──────── THE INPUT ────────

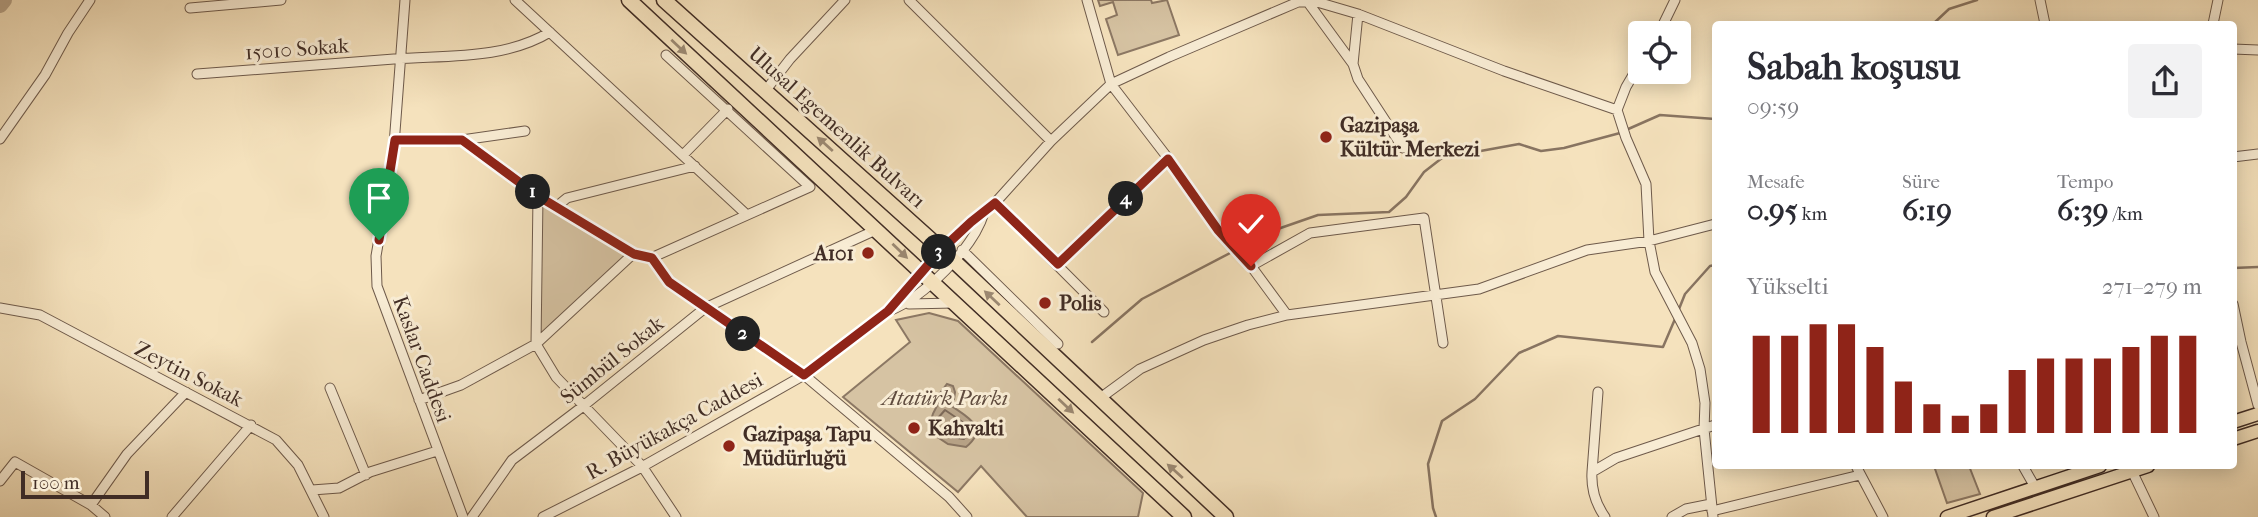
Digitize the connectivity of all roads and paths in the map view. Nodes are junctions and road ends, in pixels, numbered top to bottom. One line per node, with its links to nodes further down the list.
1 (90, 0): 32 (street)
2 (281, 0): 14 (street)
3 (405, 0): 23 (street, Kaslar Caddesi)
4 (515, 0): 19 (street)
5 (629, 0): 29 (highway, one-way to 29)
6 (664, 0): 28 (highway, Ulusal Egemenlik Bulvarı)
7 (845, 0): 28 (street)
8 (909, 0): 35 (street)
9 (1087, 0): 26 (street)
10 (1675, 0): 16 (street)
11 (2040, 0): 17 (street)
12 (2218, 0): 18 (street)
13 (1307, 1): 15 (street); 24 (street); 26 (street, R. Büyükakça Caddesi)
14 (190, 8)
15 (1358, 14): 24 (street); 30 (street)
16 (1665, 21)
17 (2044, 21)
18 (2214, 21)
19 (550, 32): 23 (street, 15010 Sokak); 38 (street)
20 (2237, 49): 21 (street)
21 (2258, 50)
22 (666, 55): 29 (street)
23 (399, 58): 25 (street, 15010 Sokak); 33 (street, Kaslar Caddesi)
24 (1353, 64): 36 (street)
25 (197, 74)
26 (1111, 84): 35 (street, R. Büyükakça Caddesi); 40 (street)
27 (1628, 84): 30 (street)
28 (766, 90): 50 (highway, Ulusal Egemenlik Bulvarı, one-way to 28)
29 (731, 106): 38 (street); 46 (street); 48 (highway)
30 (1617, 110): 49 (street)
31 (525, 131): 34 (street)
32 (0, 139)
33 (395, 140): 34 (street); 75 (street, Kaslar Caddesi)
34 (462, 140): 42 (street)
35 (1051, 141): 43 (street, R. Büyükakça Caddesi)
36 (1403, 148)
37 (2258, 154): 39 (street)
38 (683, 155): 41 (street)
39 (2237, 157)
40 (1168, 159): 54 (street); 55 (street)
41 (695, 166): 44 (street); 46 (street)
42 (538, 196): 44 (street); 67 (street)
43 (995, 203): 45 (street, R. Büyükakça Caddesi); 54 (street)
44 (556, 207): 51 (street)
45 (984, 213): 50 (street, R. Büyükakça Caddesi); 52 (street, R. Büyükakça Caddesi)
46 (747, 215): 53 (street)
47 (1712, 225): 49 (street)
48 (878, 229): 56 (highway, one-way to 56); 62 (street, Sümbül Sokak)
49 (1649, 241): 58 (street); 82 (street)
50 (941, 250): 52 (highway, Ulusal Egemenlik Bulvarı); 56 (street, R. Büyükakça Caddesi)
51 (634, 254): 53 (street); 67 (street)
52 (957, 255): 57 (street, R. Büyükakça Caddesi); 68 (street); 74 (highway, Ulusal Egemenlik Bulvarı, one-way to 52)
53 (652, 258): 62 (street)
54 (1058, 264): 64 (street)
55 (1251, 266): 58 (street); 65 (street)
56 (921, 271): 57 (highway); 63 (street, R. Büyükakça Caddesi)
57 (933, 282): 59 (highway); 60 (street, R. Büyükakça Caddesi)
58 (1436, 297): 65 (street); 69 (street)
59 (955, 303): 60 (street); 109 (highway, one-way to 109)
60 (907, 304): 63 (street, R. Büyükakça Caddesi)
61 (0, 308): 73 (street, Zeytin Sokak)
62 (705, 308): 70 (street); 77 (street, Sümbül Sokak)
63 (888, 311): 70 (street, R. Büyükakça Caddesi)
64 (1104, 312)
65 (1287, 315): 74 (street)
66 (2237, 342): 76 (street)
67 (536, 344): 75 (street); 77 (street)
68 (1058, 344)
69 (1443, 344)
70 (804, 375): 86 (street, R. Büyükakça Caddesi); 108 (street)
71 (330, 388): 93 (street)
72 (1598, 392): 92 (street)
73 (186, 393): 80 (street, Zeytin Sokak); 98 (street)
74 (1099, 399): 110 (highway, Ulusal Egemenlik Bulvarı, one-way to 74)
75 (419, 400): 85 (street, Kaslar Caddesi)
76 (2258, 405)
77 (582, 407): 86 (street); 105 (street, Sümbül Sokak)
78 (2258, 414): 79 (main road)
79 (2237, 421)
80 (250, 425): 97 (street, Zeytin Sokak); 102 (street)
81 (1712, 426): 82 (street)
82 (1704, 429): 92 (street); 99 (street)
83 (2258, 431): 84 (main road)
84 (2237, 438)
85 (437, 451): 93 (street); 104 (street, Kaslar Caddesi)
86 (642, 466): 106 (street, R. Büyükakça Caddesi); 107 (street)
87 (1857, 469): 94 (street)
88 (2025, 469): 96 (street)
89 (2091, 469): 96 (main road)
90 (2125, 469): 114 (main road)
91 (2131, 469): 115 (street)
92 (1592, 472): 100 (street)
93 (366, 475): 97 (street)
94 (1860, 475): 99 (street); 112 (street)
95 (0, 481): 98 (street)
96 (2035, 487): 113 (main road)
97 (312, 491): 103 (street, Zeytin Sokak)
98 (92, 505): 101 (street)
99 (1712, 511): 111 (street)
100 (1602, 516)
101 (105, 517)
102 (172, 517)
103 (324, 517)
104 (463, 517)
105 (472, 517)
106 (542, 517)
107 (676, 517)
108 (967, 517)
109 (1184, 517)
110 (1226, 517)
111 (1672, 517)
112 (1883, 517)
113 (1947, 517)
114 (1993, 517)
115 (2154, 517)

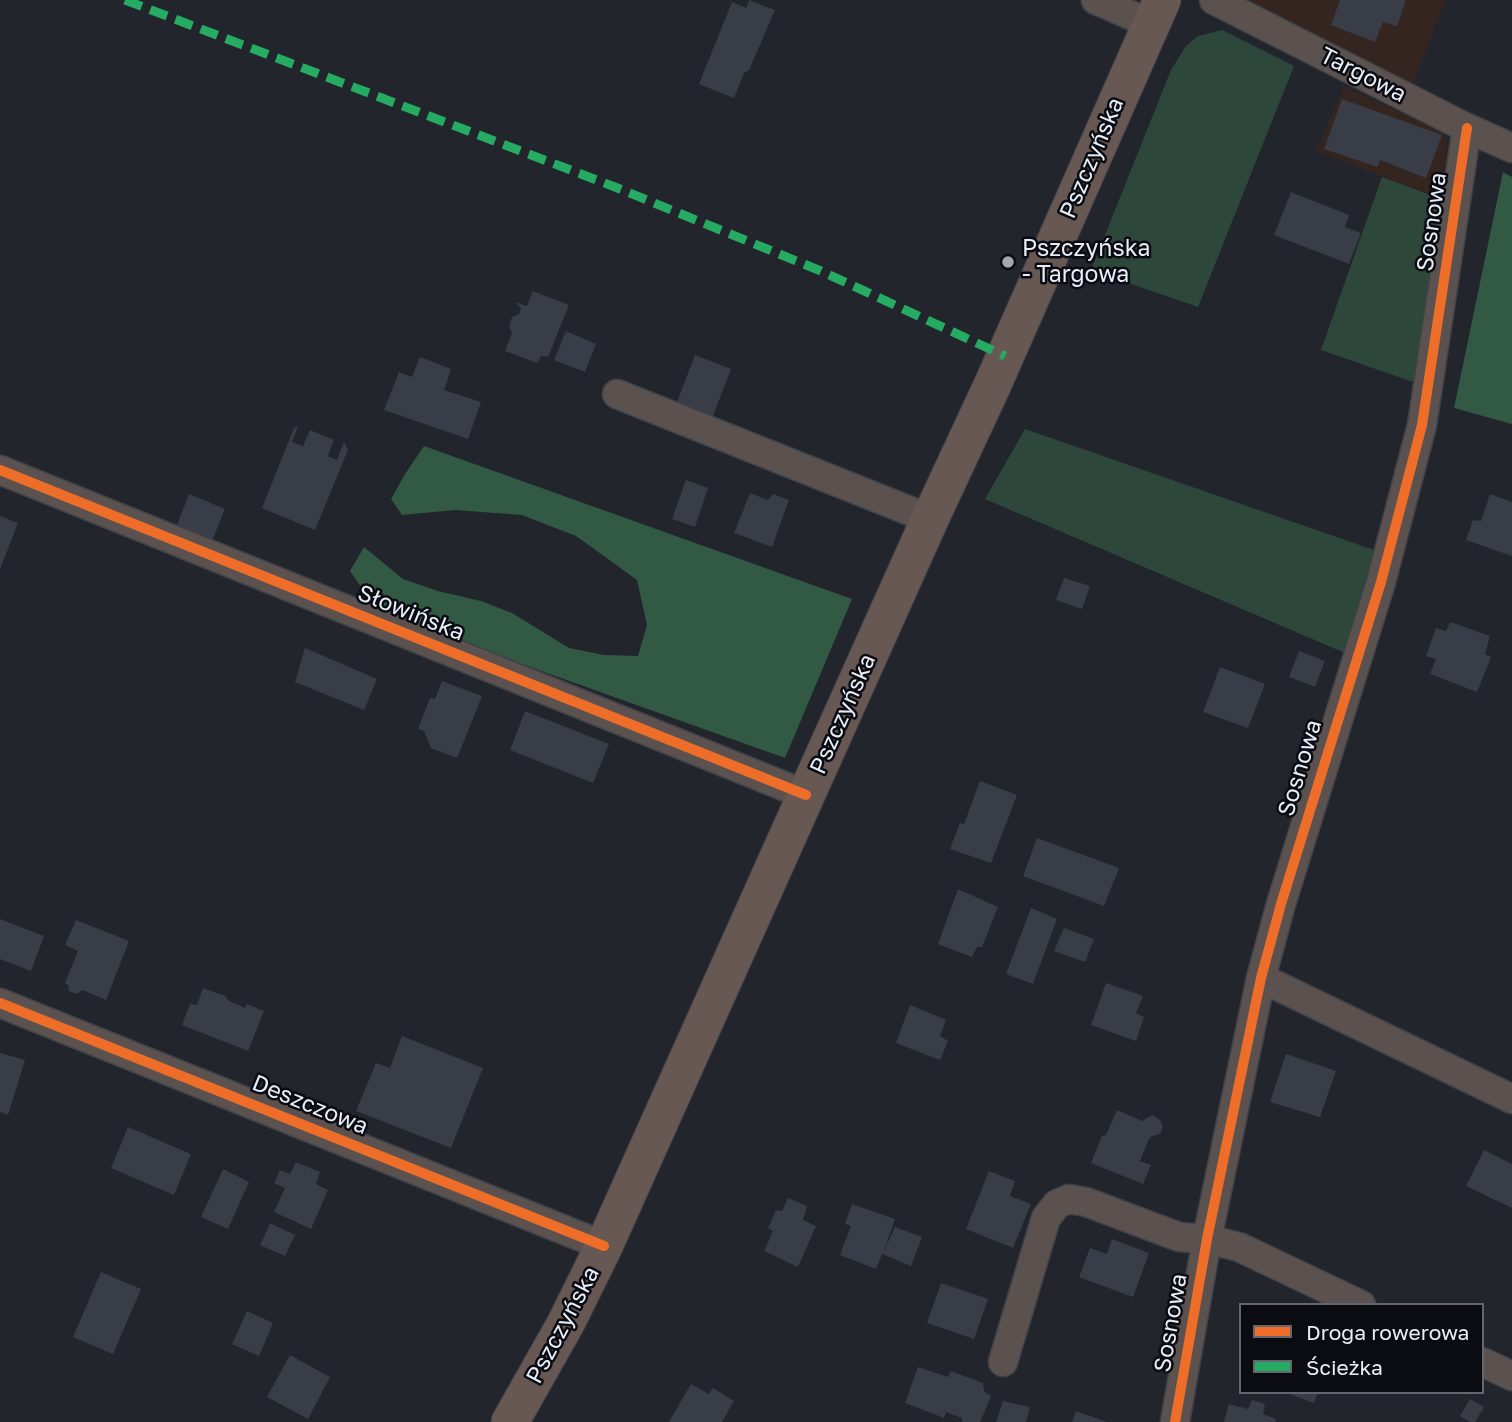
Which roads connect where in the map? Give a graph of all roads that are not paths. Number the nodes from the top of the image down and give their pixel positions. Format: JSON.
{"nodes":[{"id":1,"x":1096,"y":0,"type":"edge"},
{"id":2,"x":1214,"y":0,"type":"edge"},
{"id":3,"x":1156,"y":12,"type":"edge"},
{"id":4,"x":1466,"y":128,"type":"junction"},
{"id":5,"x":1512,"y":148,"type":"edge"},
{"id":6,"x":617,"y":394,"type":"dead end"},
{"id":7,"x":0,"y":470,"type":"edge"},
{"id":8,"x":930,"y":519,"type":"junction"},
{"id":9,"x":806,"y":795,"type":"junction"},
{"id":10,"x":1261,"y":978,"type":"junction"},
{"id":11,"x":0,"y":1003,"type":"edge"},
{"id":12,"x":1512,"y":1099,"type":"edge"},
{"id":13,"x":1207,"y":1239,"type":"junction"},
{"id":14,"x":604,"y":1246,"type":"junction"},
{"id":15,"x":1358,"y":1303,"type":"edge"},
{"id":16,"x":1003,"y":1362,"type":"dead end"},
{"id":17,"x":1484,"y":1363,"type":"edge"},
{"id":18,"x":1512,"y":1376,"type":"edge"},
{"id":19,"x":510,"y":1422,"type":"edge"},
{"id":20,"x":1175,"y":1422,"type":"edge"}],
"edges":[{"from":1,"to":3,"type":"street"},
{"from":2,"to":4,"type":"street","name":"Targowa"},
{"from":3,"to":8,"type":"main road","name":"Pszczyńska"},
{"from":4,"to":5,"type":"street","name":"Targowa"},
{"from":4,"to":10,"type":"street","name":"Sosnowa"},
{"from":6,"to":8,"type":"street"},
{"from":7,"to":9,"type":"street","name":"Słowińska"},
{"from":8,"to":9,"type":"main road","name":"Pszczyńska"},
{"from":9,"to":14,"type":"main road","name":"Pszczyńska"},
{"from":10,"to":12,"type":"street"},
{"from":10,"to":13,"type":"street","name":"Sosnowa"},
{"from":11,"to":14,"type":"street","name":"Deszczowa"},
{"from":13,"to":15,"type":"street"},
{"from":13,"to":16,"type":"street"},
{"from":13,"to":20,"type":"street","name":"Sosnowa"},
{"from":14,"to":19,"type":"main road","name":"Pszczyńska"},
{"from":17,"to":18,"type":"street"}]}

────────

### DIRECTIONS
The answer must be a single number: how many lines in the data above contain the string "Sosnowa".

### ANSWER TO THE PROBLEM
3